SINGAPORE - A typical onboarding session at Sport Singapore's Active Health Lab will end with a detailed body composition report which includes a calculation of body fat, muscle mass and an analysis of how much fat or muscle should be gained or lost.
This is done by standing on a bioelectrical impedance analysis scale, which works by passing an electrical current through the body.
Based on this data, Active Health Experts, who lead classes, provide participants with exercise and lifestyle advice to manage their own health. Participants are also taught to measure their own blood pressure and hip-to-waist ratio.
All are advised to return in 12 weeks to check on their progress.
The Active Health Lab is a one-stop space for preventive healthcare and exercise advisory, offering activities such as health clinics and workshops. There are two labs currently - in Bedok and Our Tampines Hub - with more on the way.

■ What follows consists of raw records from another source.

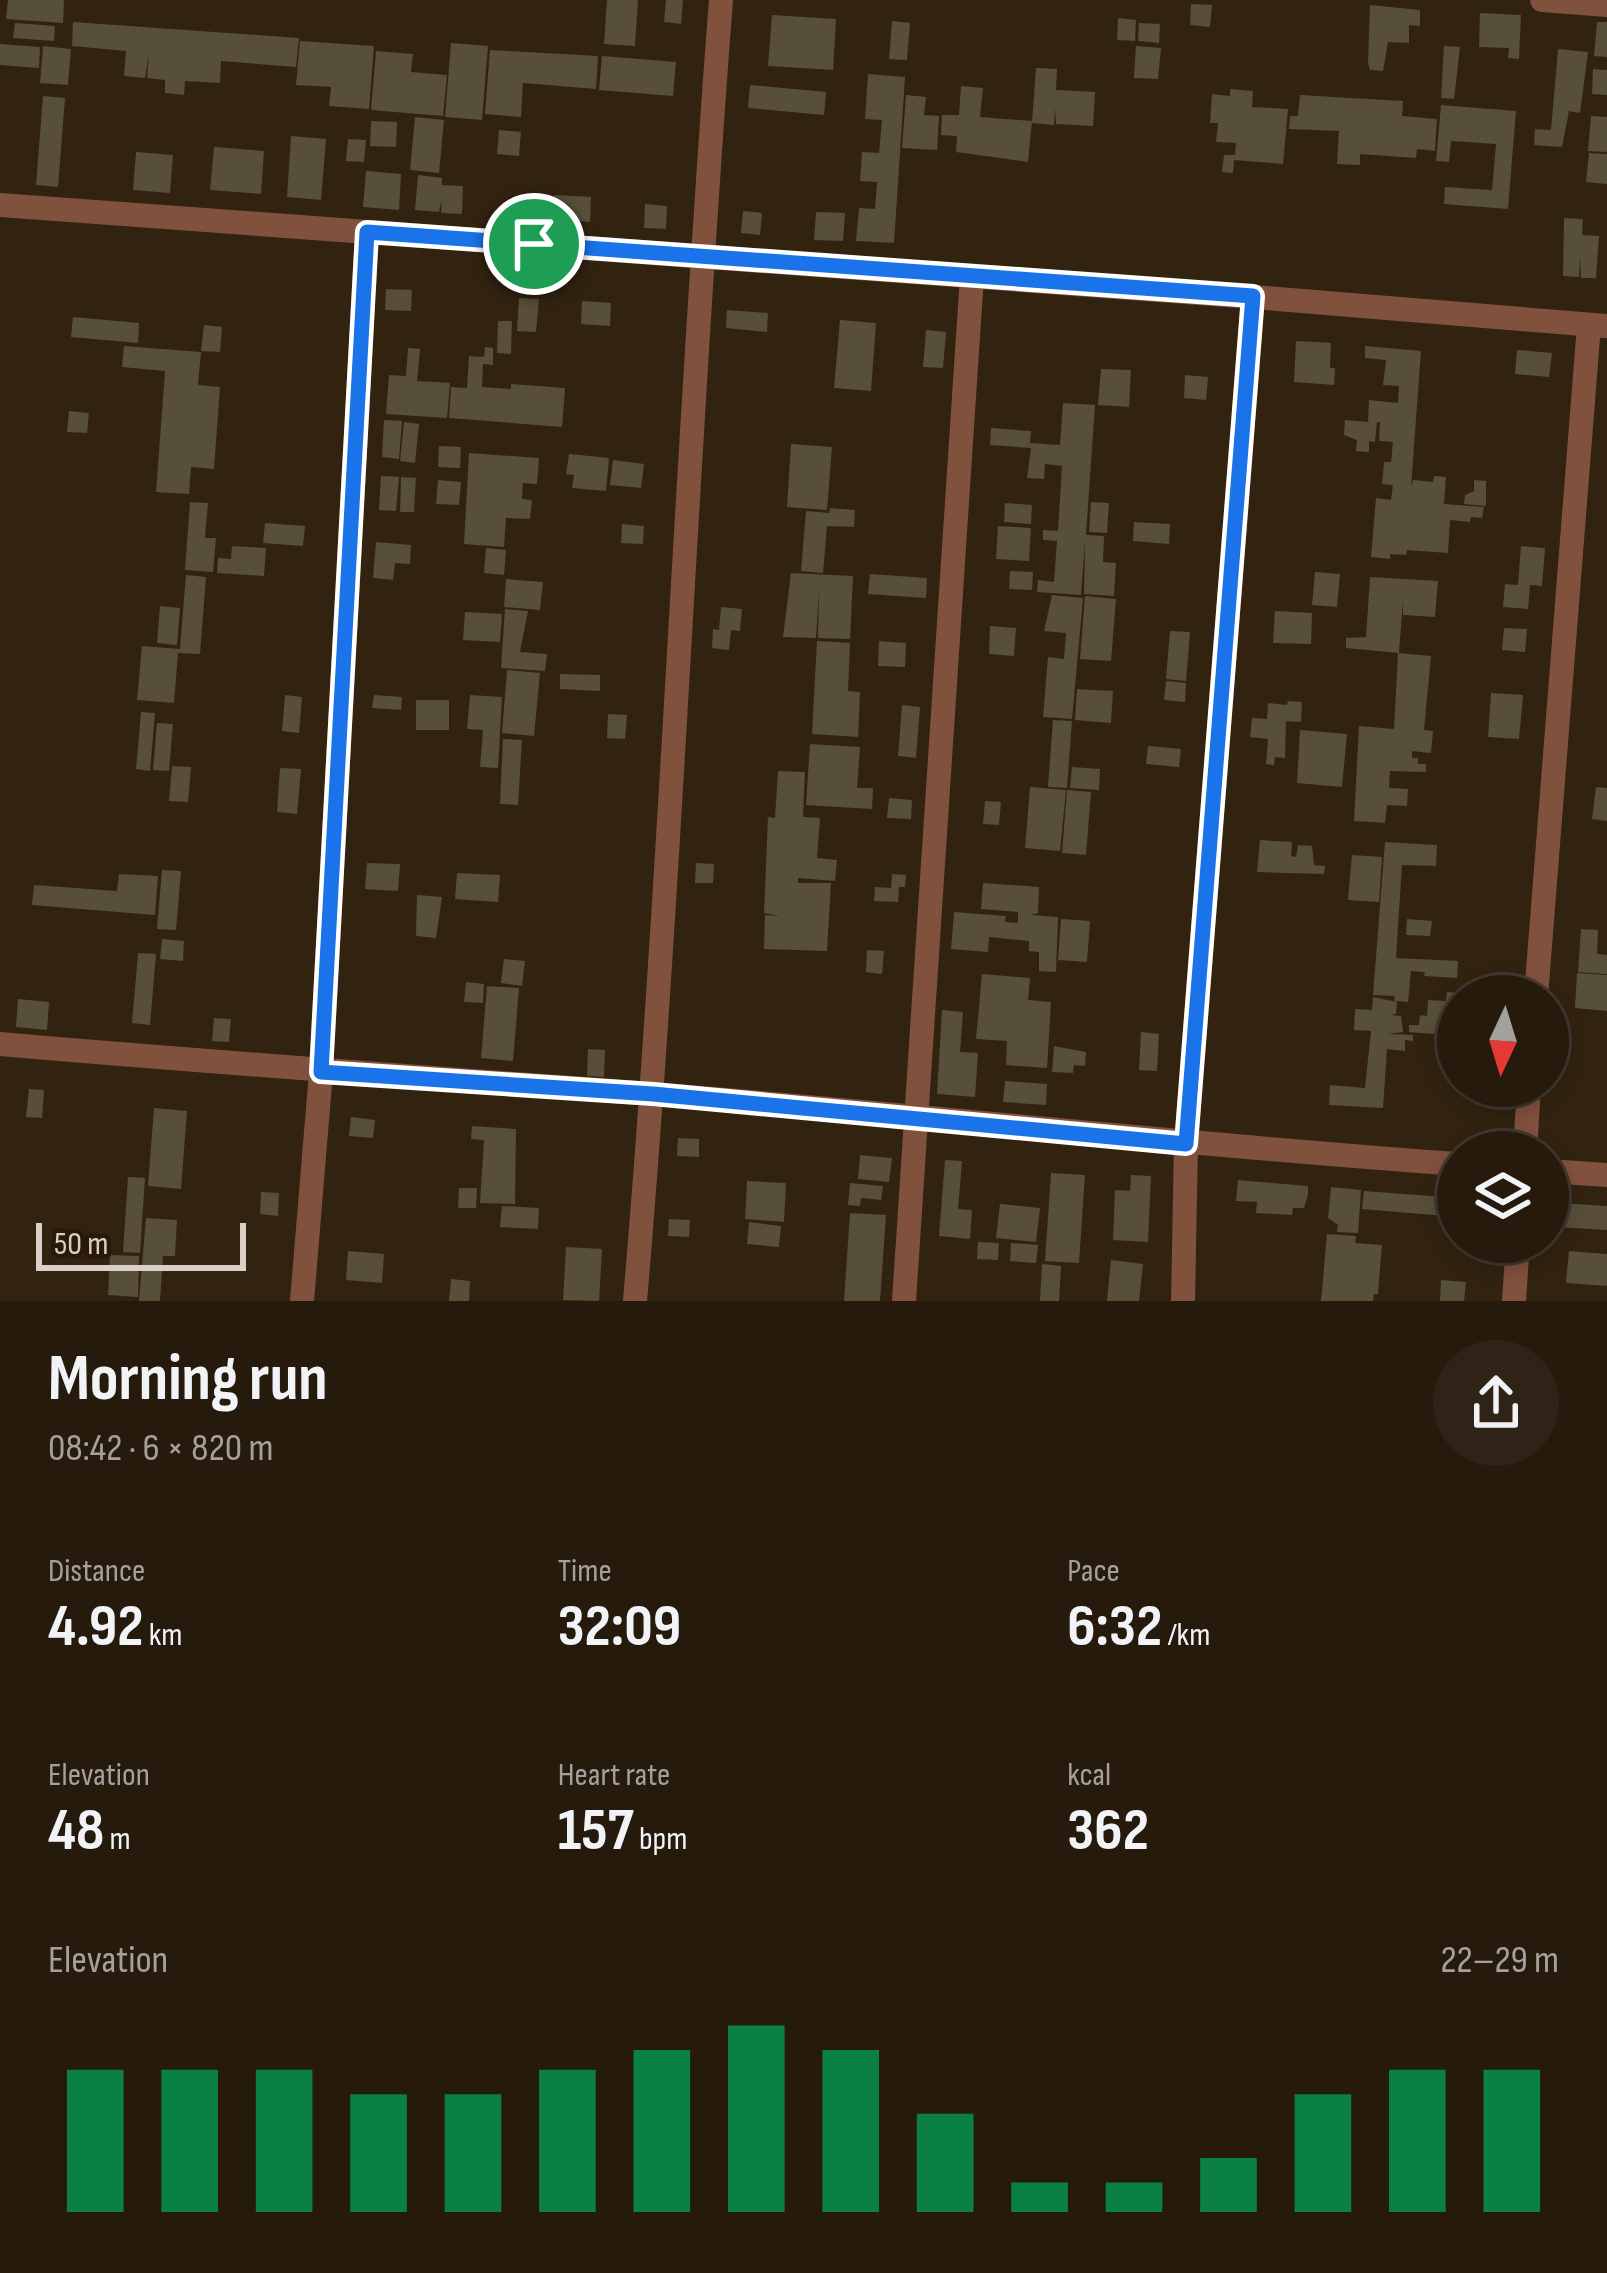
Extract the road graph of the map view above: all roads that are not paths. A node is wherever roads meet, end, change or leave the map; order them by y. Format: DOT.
graph roads {
  1 [pos="721,0"];
  2 [pos="1542,0"];
  3 [pos="1607,5"];
  4 [pos="0,205"];
  5 [pos="367,232"];
  6 [pos="701,257"];
  7 [pos="972,276"];
  8 [pos="1253,296"];
  9 [pos="1598,326"];
  10 [pos="1538,975"];
  11 [pos="0,1045"];
  12 [pos="321,1072"];
  13 [pos="653,1094"];
  14 [pos="918,1118"];
  15 [pos="1186,1144"];
  16 [pos="1437,1162"];
  17 [pos="1569,1172"];
  18 [pos="1607,1175"];
  19 [pos="1517,1263"];
  20 [pos="302,1301"];
  21 [pos="635,1301"];
  22 [pos="904,1301"];
  23 [pos="1184,1301"];
  24 [pos="1514,1301"];
  1 -- 6 [label="street"];
  2 -- 3 [label="street"];
  4 -- 5 [label="street"];
  5 -- 6 [label="street"];
  5 -- 12 [label="street"];
  6 -- 7 [label="street"];
  6 -- 13 [label="street"];
  7 -- 8 [label="street"];
  7 -- 14 [label="street"];
  8 -- 9 [label="street"];
  8 -- 15 [label="street"];
  9 -- 10 [label="street"];
  11 -- 12 [label="street"];
  12 -- 13 [label="street"];
  12 -- 20 [label="street"];
  13 -- 14 [label="street"];
  13 -- 21 [label="street"];
  14 -- 15 [label="street"];
  14 -- 22 [label="street"];
  15 -- 16 [label="street"];
  15 -- 23 [label="street"];
  17 -- 18 [label="street"];
  19 -- 24 [label="street"];
}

Four new ones will be opened - in Sengkang, Woodlands, Bishan and Jurong - this year. This was announced on Thursday (March 8) during a debate on the annual budget of the Ministry of Culture, Community and Youth in Parliament.
They will be on top of the two Active Health Mobile Labs to be set up at community clubs (CCs), residents' committees (RCs), and Sports-in-Precinct facilities.
Each onboarding session has five to 20 participants. About 2,200 people have attended classes at the two labs currently operating.
Joined by Senior Minister of State Sim Ann, The Straits Times went through the hour-long session recently at the Active Health Lab in Heartbeat@Bedok.
"How are your results?" asked Jasmine, our perky Active Health Expert.
"Depressing," I quipped after finding out that my body was composed of one-third fat, despite my BMI (Body Mass Index) nestling in the healthy range.
Clearly, that was not a great yardstick of health.
But the report proved to be an impetus to get me moving.
Saddled with the goal to pack on 8kg of muscle and shed 7kg of body fat, I went for two 30-minute runs that week, clocking a total of about 8km.
That still put me at a run shy of the recommended three per week but - for someone who used to go to the gym once every few months - it was a fair start.
Said Ms Sim: "It's very good to be given specific tips… when people start embarking on exercise, or when they are thinking about watching what they eat."
Post-onboarding perks include free fitness tests in four categories - body strength, movement, balance and lung capacity.
Based on their test results, participants can better tailor workouts to suit their needs.
Journalists were given a preview of the hurdle step, a mobility exercise.
With hands clutching a bar resting on our shoulders, we had to step over a knee-high hurdle placed less than 30cm away without twisting our hips.
The stepping motion, which calls for coordination between the hips and torso, highlights the lower body areas that need strengthening.
"The Active Health Lab provides a series of tests and measurements that helps individual Singaporeans get a better grasp of their fitness-related data. And I think it provides a more scientific and objective basis on which individuals can tailor their own health and fitness programmes," said Ms Sim.